(Assignment): Each line of the data holding "other" should be found and copied.

(Stored records):

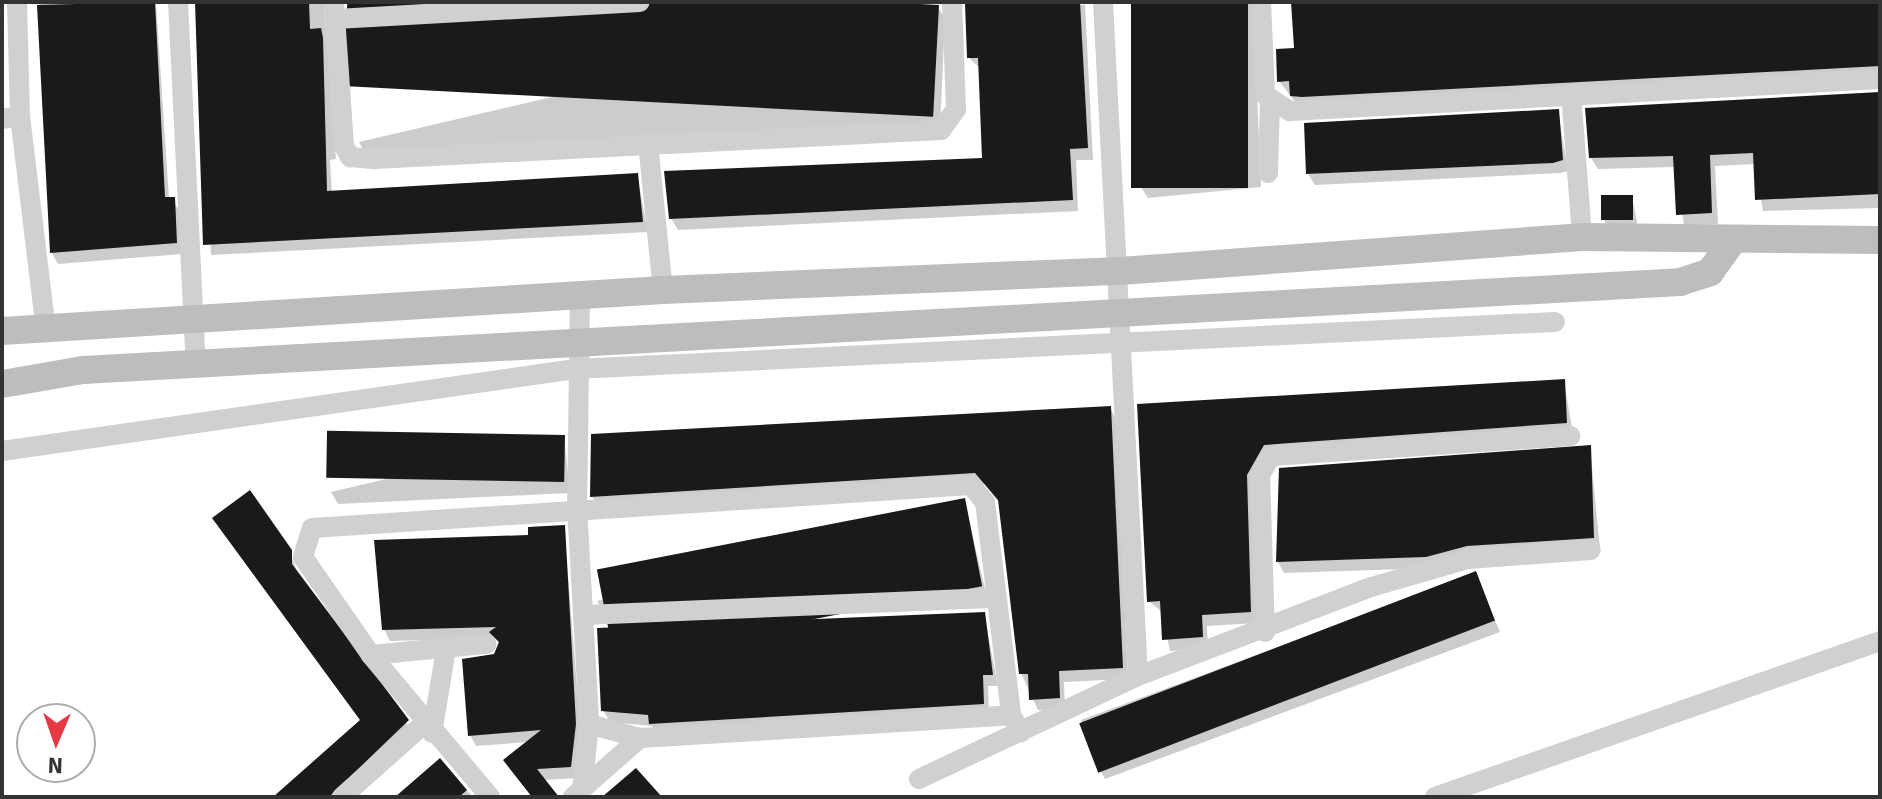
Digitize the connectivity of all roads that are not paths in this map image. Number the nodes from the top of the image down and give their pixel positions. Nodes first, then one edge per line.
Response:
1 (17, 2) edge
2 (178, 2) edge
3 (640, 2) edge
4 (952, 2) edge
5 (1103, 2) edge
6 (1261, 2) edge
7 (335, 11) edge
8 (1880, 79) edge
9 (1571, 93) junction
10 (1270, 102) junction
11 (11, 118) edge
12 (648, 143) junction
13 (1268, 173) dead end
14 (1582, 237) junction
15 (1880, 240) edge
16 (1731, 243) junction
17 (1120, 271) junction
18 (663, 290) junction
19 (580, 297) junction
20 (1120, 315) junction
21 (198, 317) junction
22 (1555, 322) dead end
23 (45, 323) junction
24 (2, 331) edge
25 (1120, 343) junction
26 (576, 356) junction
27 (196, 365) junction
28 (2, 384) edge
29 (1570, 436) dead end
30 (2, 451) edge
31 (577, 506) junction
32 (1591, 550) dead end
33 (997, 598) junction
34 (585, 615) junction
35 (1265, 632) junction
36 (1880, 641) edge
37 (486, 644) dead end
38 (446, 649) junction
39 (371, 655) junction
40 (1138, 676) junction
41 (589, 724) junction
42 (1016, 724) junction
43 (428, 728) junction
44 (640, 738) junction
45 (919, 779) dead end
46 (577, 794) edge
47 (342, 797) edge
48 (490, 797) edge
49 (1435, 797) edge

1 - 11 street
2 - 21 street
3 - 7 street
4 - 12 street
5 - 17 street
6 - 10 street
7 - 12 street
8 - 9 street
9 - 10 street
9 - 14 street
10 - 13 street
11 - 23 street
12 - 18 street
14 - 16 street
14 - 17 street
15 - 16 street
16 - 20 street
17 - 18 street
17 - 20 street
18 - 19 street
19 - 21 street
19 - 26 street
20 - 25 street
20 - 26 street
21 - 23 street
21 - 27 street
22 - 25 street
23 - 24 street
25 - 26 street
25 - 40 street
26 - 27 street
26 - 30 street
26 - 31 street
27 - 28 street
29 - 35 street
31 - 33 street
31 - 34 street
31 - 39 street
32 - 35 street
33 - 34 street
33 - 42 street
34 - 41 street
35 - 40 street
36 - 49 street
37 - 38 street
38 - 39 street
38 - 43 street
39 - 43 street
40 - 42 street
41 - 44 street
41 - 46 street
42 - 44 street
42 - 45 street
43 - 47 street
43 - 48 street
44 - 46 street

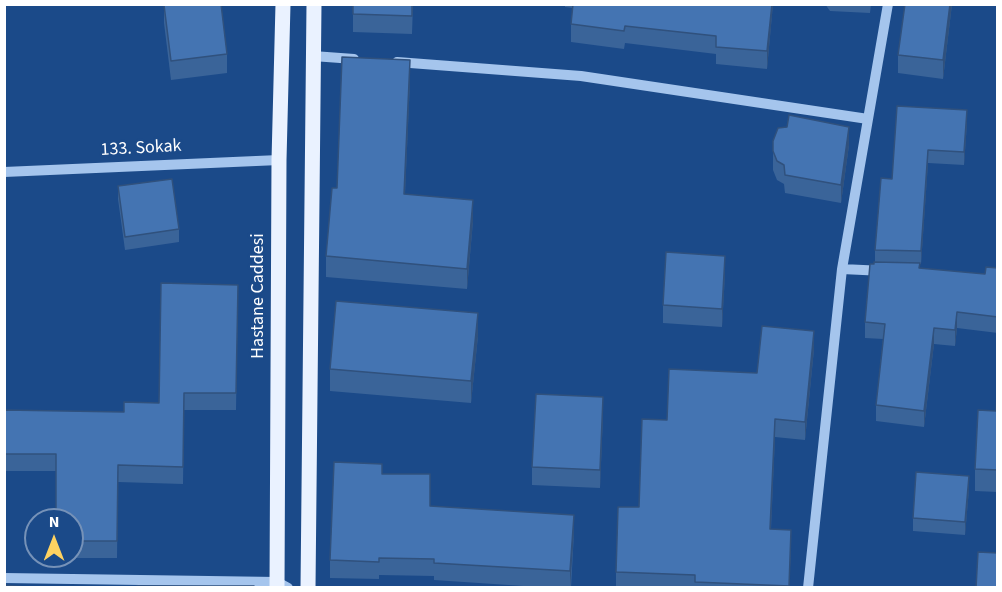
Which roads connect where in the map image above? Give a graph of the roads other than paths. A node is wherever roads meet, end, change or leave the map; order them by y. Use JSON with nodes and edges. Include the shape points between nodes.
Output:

==

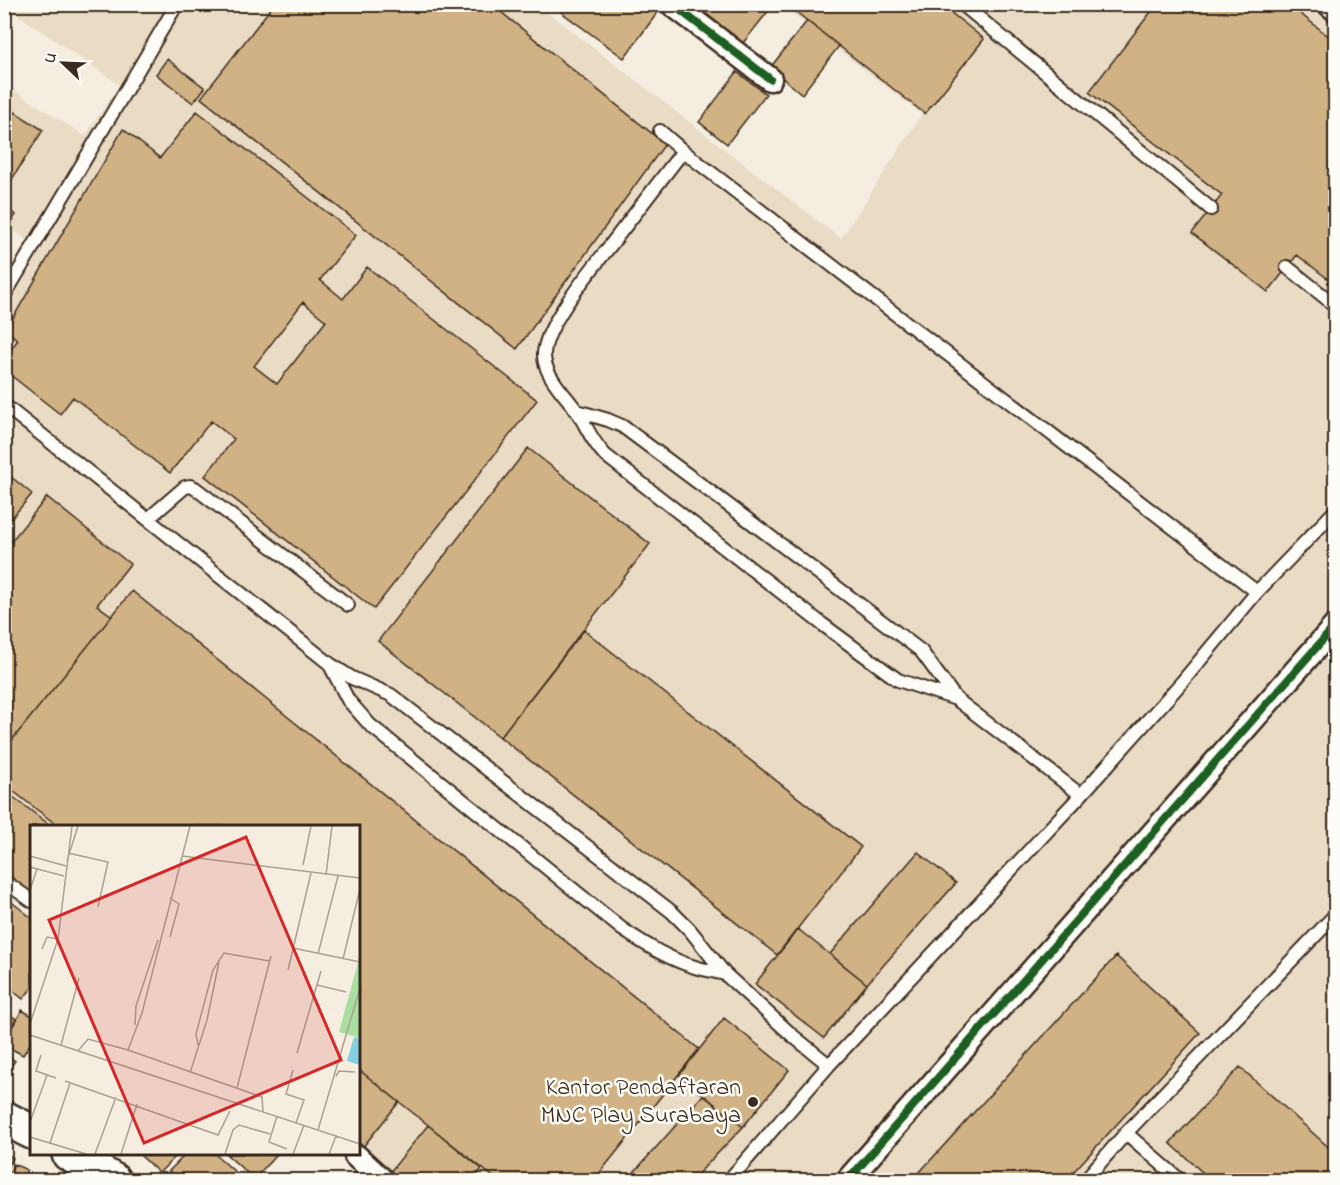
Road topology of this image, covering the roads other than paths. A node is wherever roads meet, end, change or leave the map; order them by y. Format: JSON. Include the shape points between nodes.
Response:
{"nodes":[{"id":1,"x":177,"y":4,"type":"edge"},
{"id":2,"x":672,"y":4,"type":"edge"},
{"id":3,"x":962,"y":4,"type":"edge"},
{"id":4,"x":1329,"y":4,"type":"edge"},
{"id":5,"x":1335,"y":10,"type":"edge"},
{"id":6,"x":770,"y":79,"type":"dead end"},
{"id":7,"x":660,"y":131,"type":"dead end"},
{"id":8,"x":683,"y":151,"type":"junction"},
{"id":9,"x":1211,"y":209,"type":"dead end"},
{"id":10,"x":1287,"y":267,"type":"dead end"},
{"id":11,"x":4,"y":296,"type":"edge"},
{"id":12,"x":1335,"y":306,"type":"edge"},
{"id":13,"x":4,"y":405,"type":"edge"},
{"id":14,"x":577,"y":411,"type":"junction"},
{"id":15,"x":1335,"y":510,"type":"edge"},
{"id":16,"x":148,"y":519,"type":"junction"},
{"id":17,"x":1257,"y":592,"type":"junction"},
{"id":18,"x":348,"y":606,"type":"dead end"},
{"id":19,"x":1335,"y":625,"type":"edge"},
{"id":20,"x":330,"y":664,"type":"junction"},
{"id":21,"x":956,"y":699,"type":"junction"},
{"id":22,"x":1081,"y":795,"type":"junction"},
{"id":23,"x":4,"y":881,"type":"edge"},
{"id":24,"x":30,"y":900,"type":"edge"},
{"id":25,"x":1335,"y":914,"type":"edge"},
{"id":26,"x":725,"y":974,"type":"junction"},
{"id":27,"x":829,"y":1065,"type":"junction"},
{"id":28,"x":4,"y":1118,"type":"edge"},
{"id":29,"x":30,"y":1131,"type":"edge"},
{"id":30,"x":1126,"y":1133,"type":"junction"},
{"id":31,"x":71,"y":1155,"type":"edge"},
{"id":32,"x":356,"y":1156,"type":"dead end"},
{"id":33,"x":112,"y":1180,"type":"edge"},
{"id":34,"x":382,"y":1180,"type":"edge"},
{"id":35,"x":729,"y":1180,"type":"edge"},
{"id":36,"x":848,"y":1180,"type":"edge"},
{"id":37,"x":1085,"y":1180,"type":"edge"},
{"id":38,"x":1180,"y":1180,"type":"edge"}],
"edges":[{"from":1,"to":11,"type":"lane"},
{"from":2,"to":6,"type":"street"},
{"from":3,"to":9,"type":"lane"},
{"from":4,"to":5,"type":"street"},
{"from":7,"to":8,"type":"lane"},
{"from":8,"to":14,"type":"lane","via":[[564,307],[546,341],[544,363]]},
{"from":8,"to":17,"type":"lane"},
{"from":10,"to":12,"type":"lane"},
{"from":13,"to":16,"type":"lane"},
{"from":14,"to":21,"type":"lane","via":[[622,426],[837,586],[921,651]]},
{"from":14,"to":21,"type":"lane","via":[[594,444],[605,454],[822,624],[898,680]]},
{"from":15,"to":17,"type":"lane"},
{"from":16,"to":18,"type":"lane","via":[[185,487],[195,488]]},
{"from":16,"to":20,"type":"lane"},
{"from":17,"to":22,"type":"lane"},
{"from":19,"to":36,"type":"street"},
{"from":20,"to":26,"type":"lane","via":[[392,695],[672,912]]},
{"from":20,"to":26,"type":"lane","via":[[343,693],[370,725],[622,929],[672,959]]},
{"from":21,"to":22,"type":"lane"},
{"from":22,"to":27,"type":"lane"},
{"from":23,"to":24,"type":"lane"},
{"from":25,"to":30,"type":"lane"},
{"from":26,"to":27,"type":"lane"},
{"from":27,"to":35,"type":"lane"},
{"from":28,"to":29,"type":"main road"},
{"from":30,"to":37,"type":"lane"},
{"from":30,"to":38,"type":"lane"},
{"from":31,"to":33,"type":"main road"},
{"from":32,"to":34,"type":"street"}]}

(Solved exercise):
Which roads connect where in the map image above? Give a graph of the roads other than paths. A node is wherever roads meet, end, change or leave the map; order them by y. Use JSON with nodes and edges. Include the shape points between nodes.
Road topology of this image, covering the roads other than paths. A node is wherever roads meet, end, change or leave the map; order them by y. Format: JSON. Include the shape points between nodes.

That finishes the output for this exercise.